Firstly, \begin{equation} \begin{split} p(\mu|\text{rest},\mathbf{y})&\propto N(\mathbf{y}|\mu\mathbf{1},\tau^2I+\sigma^2H(\phi)) \times N(\mu|a_{\mu},b_{\mu})\\ &\propto \exp\{-\frac{(\mathbf{y}-\mu\mathbf{1})^T(\tau^2\mathbf{I}+\sigma^2H(\phi))^{-1}(\mathbf{y}-\mu\mathbf{1})}{2}\}\\ &\times \exp\{-\frac{(\mu-a_{\mu})^2}{2b_{\mu}}\}\\ &\propto \exp\{-\frac{1}{2}[\mu^2(\mathbf{1}^T(\sigma^2H(\phi)+\tau^2\mathbf{I})^{-1}\mathbf{1}+\frac{1}{b_{\mu}})\\ &-2\mu(\mathbf{1}^T(\sigma^2H(\phi)+\tau^2\mathbf{I})^{-1}\mathbf{y}+\frac{a_{\mu}}{b_{\mu}})]\} \end{split} \tag{15.8} \end{equation} Therefore, by complete the squares, we have \mu|\text{rest},\mathbf{y}\sim N(a_{\mu|\cdot},b_{\mu|\cdot}), where \begin{equation} \begin{split} &b_{\mu|\cdot}=\frac{1}{\mathbf{1}^T(\sigma^2H(\phi)+\tau^2\mathbf{I})^{-1}\mathbf{1}+\frac{1}{b_{\mu}}}\\ &a_{\mu|\cdot}=b_{\mu|\cdot}[\mathbf{1}^T(\sigma^2H(\phi)+\tau^2\mathbf{I})^{-1}\mathbf{y}+\frac{a_{\mu}}{b_{\mu}}] \end{split} \tag{15.9} \end{equation} Therefore, we can sample \mu from its full conditional distribution.

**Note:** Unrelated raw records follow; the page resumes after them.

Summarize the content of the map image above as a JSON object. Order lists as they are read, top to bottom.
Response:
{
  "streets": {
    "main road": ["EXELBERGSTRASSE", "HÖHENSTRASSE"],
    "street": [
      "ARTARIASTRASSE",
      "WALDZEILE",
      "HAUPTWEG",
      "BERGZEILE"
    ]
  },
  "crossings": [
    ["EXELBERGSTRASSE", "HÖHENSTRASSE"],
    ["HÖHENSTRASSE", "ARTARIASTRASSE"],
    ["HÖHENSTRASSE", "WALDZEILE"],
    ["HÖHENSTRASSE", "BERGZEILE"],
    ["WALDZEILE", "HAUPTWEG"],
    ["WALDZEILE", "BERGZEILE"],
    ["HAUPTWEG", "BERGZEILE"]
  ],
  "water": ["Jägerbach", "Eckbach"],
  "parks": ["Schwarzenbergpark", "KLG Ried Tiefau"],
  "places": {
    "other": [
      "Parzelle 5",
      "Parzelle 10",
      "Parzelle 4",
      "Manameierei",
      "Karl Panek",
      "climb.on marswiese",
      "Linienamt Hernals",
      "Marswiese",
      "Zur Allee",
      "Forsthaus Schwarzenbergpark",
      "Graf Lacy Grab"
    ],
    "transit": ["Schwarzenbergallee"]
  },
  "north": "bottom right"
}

In addition, \begin{equation} p(\phi,\tau^2,\sigma^2|\mathbf{y},\mu)\propto N(\mathbf{y}|\mu\mathbf{1},\tau^2\mathbf{I}+\sigma^2H(\phi))IG(\sigma^2|a_{\sigma},b_{\sigma})IG(\sigma^2|a_{\tau},b_{\tau})Unif(a_{\phi},b_{\phi}) \tag{15.10} \end{equation} \phi,\tau^2,\sigma^2 do not have any closed form full conditional. They need to be updated using Metropolis-Hastings.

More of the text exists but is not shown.